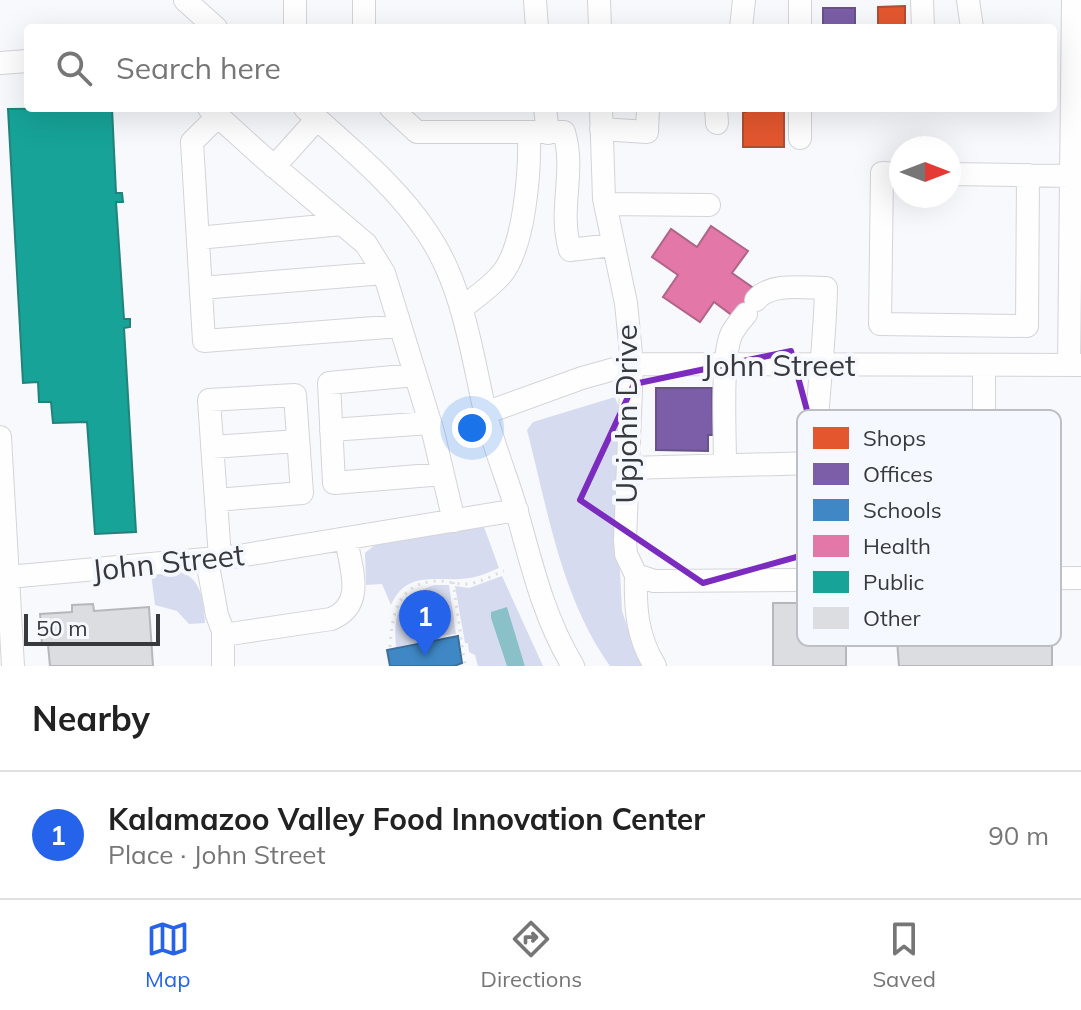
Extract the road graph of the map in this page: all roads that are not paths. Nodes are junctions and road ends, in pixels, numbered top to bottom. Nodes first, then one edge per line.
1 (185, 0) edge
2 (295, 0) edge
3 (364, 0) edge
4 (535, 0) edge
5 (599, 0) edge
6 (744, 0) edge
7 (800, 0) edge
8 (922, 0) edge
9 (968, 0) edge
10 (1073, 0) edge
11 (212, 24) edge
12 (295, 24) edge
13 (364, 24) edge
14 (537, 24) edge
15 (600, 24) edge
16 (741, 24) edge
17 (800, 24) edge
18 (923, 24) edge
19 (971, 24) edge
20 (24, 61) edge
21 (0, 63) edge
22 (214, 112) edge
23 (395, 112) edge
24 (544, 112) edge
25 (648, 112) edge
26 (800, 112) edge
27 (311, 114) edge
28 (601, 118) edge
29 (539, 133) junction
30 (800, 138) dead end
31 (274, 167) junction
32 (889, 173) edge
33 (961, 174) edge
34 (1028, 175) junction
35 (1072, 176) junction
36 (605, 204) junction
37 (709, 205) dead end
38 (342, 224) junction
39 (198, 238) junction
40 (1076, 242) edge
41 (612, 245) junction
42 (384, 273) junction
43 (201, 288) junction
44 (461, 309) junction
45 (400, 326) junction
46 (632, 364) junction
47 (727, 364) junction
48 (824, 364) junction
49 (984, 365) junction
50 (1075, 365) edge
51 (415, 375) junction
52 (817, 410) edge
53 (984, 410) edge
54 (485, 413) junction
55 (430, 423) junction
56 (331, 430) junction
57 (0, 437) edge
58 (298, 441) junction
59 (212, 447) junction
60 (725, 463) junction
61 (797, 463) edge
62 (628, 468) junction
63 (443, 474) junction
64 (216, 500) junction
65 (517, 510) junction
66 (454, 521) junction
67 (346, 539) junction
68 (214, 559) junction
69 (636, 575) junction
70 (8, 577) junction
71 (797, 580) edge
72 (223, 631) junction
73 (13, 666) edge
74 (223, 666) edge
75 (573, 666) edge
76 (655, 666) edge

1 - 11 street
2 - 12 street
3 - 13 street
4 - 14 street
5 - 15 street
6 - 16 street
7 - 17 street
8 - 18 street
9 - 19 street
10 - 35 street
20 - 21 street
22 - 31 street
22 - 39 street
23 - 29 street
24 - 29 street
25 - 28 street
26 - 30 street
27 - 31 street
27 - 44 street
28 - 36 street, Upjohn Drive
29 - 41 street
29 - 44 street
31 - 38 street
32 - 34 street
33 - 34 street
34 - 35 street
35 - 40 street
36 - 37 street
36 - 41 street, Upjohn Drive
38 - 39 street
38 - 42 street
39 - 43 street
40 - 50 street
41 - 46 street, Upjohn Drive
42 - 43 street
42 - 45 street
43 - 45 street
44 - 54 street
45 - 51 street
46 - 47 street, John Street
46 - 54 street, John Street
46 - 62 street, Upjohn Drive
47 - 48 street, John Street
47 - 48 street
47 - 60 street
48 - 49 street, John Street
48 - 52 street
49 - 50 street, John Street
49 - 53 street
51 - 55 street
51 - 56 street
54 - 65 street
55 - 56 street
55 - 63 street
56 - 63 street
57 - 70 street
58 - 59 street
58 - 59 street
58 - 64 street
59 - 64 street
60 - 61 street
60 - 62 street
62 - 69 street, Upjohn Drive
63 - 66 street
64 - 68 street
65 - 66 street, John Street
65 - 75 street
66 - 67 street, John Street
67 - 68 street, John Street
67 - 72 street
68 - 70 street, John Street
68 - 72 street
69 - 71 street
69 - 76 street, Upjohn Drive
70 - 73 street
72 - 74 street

====================

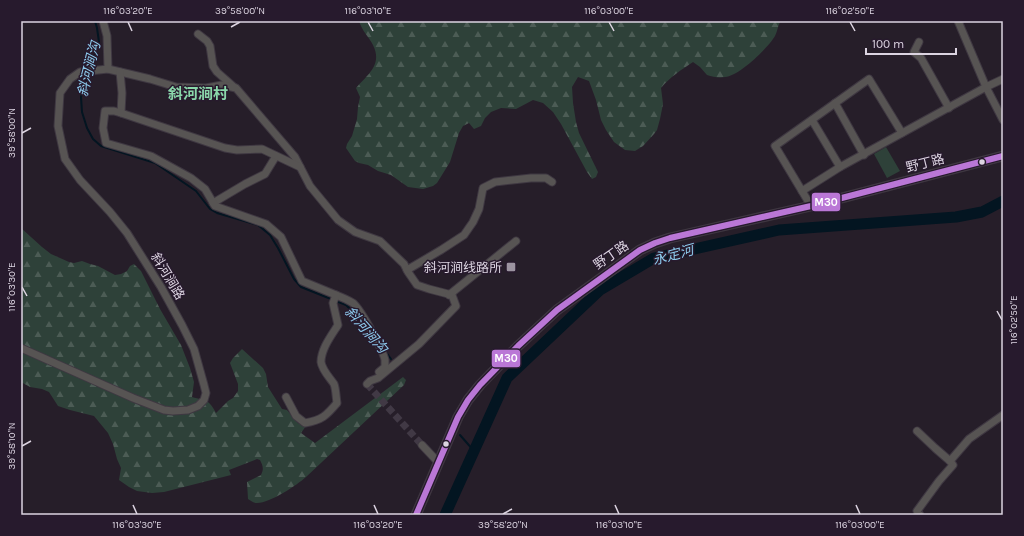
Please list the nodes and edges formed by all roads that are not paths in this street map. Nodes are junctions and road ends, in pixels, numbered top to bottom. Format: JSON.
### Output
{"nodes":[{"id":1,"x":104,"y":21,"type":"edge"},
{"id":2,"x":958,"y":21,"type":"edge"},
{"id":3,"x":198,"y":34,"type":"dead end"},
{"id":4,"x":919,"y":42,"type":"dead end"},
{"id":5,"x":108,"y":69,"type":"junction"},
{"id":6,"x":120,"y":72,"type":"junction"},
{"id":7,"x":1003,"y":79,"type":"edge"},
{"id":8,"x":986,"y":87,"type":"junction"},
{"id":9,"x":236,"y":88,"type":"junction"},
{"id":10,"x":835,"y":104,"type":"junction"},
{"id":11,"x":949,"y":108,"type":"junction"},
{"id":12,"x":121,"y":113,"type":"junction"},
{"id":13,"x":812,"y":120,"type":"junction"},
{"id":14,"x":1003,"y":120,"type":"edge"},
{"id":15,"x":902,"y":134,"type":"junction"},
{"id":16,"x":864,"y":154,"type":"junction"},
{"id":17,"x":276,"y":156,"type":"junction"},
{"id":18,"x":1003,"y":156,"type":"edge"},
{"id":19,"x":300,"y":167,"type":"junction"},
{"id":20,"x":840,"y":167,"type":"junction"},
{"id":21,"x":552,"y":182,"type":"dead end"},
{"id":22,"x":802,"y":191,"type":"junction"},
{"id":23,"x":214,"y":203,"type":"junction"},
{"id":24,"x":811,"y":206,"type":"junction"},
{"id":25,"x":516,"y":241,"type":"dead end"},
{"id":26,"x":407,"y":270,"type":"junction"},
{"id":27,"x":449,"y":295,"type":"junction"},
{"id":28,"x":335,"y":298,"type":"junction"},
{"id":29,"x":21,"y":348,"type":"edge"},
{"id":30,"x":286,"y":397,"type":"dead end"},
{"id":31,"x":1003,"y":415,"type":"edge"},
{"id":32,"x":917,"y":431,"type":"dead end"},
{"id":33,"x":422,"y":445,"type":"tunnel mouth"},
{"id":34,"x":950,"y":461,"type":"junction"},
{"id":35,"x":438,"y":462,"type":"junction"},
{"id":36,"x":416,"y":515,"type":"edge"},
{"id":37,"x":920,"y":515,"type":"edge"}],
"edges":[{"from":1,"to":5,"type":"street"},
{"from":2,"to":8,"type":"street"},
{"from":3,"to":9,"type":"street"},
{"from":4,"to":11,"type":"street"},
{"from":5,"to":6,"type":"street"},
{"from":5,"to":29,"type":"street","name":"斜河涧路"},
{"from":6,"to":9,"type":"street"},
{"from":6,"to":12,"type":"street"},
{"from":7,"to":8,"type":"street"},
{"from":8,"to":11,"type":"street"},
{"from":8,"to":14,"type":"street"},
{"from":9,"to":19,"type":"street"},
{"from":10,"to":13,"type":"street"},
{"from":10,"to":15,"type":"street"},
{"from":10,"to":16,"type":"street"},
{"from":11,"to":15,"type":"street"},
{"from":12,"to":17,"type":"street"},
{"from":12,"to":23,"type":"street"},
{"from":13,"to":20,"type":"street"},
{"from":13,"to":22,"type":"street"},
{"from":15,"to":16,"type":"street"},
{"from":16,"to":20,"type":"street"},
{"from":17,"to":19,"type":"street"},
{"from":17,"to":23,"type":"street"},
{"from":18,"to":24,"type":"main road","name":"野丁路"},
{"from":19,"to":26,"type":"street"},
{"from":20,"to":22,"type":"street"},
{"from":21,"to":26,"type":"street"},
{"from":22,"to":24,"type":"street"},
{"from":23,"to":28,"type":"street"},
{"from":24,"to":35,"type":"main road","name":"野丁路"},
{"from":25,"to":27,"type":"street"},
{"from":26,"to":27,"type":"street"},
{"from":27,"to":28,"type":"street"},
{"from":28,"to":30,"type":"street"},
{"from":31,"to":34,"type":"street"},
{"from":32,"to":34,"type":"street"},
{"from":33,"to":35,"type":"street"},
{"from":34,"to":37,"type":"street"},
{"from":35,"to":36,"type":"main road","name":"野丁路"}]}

====================

* _Problem_:
Which lines of the data contain "ends"? Copy them all.

* _Written reply_:
Extract the road graph of the map in this page: all roads that are not paths. Nodes are junctions and road ends, in pixels, numbered top to bottom. Nodes first, then one edge per line.
Please list the nodes and edges formed by all roads that are not paths in this street map. Nodes are junctions and road ends, in pixels, numbered top to bottom. Format: JSON.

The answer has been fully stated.